“Mystik Maven”, Audrey Kosa, M.S., works with clients to create a personal pathway for spiritual growth and development. Weaving ancient knowledge and intuition, clients awaken to their divine potential, creating a life of passion and purpose. Working together, we discover the path of authentic living for one’s best and highest good.
24 June, 2013
Act of Complaining
We all have been there right? We complain about the weather, the
time wasted on customer service calls, the myriad of reasons why we
weren't able to do something... or how something was done to us!
Complaining, why do we do it, what purpose does it serve, how are we
caught in the complaining cycle and how do we get out?
Today, I was reading from another author how he was tired of listening to perputual complainers, those who complain about everything. I thought for a minute or two, about how I complain and what purpose it served in my life. What I discovered is that I have gone through periods of high complaining tapering off to minimal complaining.
Certainly, when we are challenged and tested, the environment is ripe to be on "high complaint mode". There are things that may not work out as we had planned, people who seem to frustrate the process further, outside circumstances which force us to rethink, start over etc. When our expecatations are high, these set backs have a way of derailing our focus. The "high complaint mode" is ready to kick in, it seems. At least for me, I know this is true. Our ego looks for excuses and others to blame so it feels better about not having met the expectation.
However, there is another instance when the "high complaint mode" is primed up for expression. Think about the people you surround yourself with or follow. (With social media today, we participate in many agendas with a simple 'share' or 'like' contributing to the overall proliferation of the message). Ask yourself these questions, do the people you engage with complain frequently, do they support your complaining with affirmations of further negativity? Are you a supporter of another perpetual complainer, by way to agreeing, offering more acknowledgment and adding to a spiral of energy set forth?
I admit freely here, that I have been a perpetual complainer for years. In hindsight, I see these were periods of time I was in a very negative rut. Either I was in a depression or I surrounded myself with people who supported this "everyone is out to get me attitude". It is hard to even realize you are in this pattern when those around you are doing the very same thing!
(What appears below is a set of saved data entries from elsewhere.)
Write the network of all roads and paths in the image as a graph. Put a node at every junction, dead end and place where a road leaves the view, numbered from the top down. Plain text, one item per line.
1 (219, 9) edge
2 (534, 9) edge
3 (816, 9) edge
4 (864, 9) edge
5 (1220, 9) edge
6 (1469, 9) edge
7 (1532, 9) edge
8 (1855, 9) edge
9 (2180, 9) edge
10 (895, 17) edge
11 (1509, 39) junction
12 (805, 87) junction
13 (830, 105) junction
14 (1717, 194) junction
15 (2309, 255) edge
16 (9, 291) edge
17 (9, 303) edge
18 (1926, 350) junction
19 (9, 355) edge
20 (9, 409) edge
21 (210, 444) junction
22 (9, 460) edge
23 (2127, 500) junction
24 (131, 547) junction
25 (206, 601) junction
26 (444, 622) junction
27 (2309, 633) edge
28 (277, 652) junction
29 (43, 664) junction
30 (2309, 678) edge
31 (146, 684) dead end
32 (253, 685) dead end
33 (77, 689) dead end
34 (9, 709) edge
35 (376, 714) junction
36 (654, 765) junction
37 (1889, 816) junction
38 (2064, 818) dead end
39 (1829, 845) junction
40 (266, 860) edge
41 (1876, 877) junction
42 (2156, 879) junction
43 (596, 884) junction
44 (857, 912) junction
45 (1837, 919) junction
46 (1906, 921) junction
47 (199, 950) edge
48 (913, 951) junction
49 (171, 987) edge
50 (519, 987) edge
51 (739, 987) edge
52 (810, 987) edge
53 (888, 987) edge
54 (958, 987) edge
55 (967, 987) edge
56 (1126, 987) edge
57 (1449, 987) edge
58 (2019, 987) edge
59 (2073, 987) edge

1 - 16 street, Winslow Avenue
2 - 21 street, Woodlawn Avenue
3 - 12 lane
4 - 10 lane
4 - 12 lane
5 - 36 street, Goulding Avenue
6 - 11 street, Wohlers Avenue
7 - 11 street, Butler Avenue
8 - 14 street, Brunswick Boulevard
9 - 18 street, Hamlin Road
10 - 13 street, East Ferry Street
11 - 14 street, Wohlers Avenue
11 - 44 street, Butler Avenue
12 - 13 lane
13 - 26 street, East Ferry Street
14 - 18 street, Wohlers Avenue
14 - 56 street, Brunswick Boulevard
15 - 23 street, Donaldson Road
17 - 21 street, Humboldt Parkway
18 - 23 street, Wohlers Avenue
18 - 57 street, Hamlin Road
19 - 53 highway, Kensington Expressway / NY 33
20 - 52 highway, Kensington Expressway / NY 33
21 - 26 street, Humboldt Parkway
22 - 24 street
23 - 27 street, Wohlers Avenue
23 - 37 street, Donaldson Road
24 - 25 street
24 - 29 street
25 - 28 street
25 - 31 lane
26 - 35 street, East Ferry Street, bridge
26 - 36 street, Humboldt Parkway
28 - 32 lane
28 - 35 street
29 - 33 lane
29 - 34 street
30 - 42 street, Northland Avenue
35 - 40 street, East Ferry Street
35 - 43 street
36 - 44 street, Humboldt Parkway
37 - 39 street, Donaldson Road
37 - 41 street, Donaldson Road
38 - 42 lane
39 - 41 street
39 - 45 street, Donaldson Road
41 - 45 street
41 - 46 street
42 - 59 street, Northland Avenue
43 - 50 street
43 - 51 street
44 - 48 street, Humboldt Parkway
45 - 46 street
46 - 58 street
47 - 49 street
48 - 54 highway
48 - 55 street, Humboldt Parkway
There is a popular saying insinuating the idea that you need to be careful of the people you surround yourself with, as they will affect your reputation etc. (I believe the saying has something to do with stepping in shit and smelling like it ). For me, this idea has proven itself many times. The periods of my life when I was more confident where the happier times and the people around me where also happy. Those other periods where I was down in the depths of negativity, it seemed those around me were fewer and also ready to add fuel to an already out of control fire.
Why do we do it? It can "feel" good to release some steam. We see other's doing it and want to belong and feel the pressure to chime in.
What purpose does it serve? The release valve, the moment of exhalation and sometimes just getting out the thoughts help. If we turn the act of complaining into a way to see the problem in a different way, as a challenge, we might find the solution. We just need to open up to a different viewpoint.
How did I get out? I moved. Simple right? Well the move itself was a bit stressful, but I moved miles away out of my patterns and out of my comfort zone. This move helped me start over, I meet new people and found their happier attitudes lifted me up. I started to incorporate ideas that I had stored away for later, when it was time to start living my life again. I did the work; I bucked up and made healthier choices. I scrutinized the books, the movie, the TV, the conversations, the people I allowed in... and if they were no longer helpful, I moved on. I started to taste sweetness and I didn't want to let go of this new sensation.
Of course there are many tenants of keeping balance and even allowing bitterness, saltiness, sour etc. into our taste profiles. All in good measure and proper perspective these blend well and create a healthy balance. It is the perpetual aspect of complaining and negativity that is not healthy, which I have focused on here.
The next time you recognize a "high complainer" or see yourself slipping into a pattern, stop for a moment and see what opportunity has been placed before you. There is always something to discover about ourselves in self reflection. This is how we grow, learn and develop our authentic selves.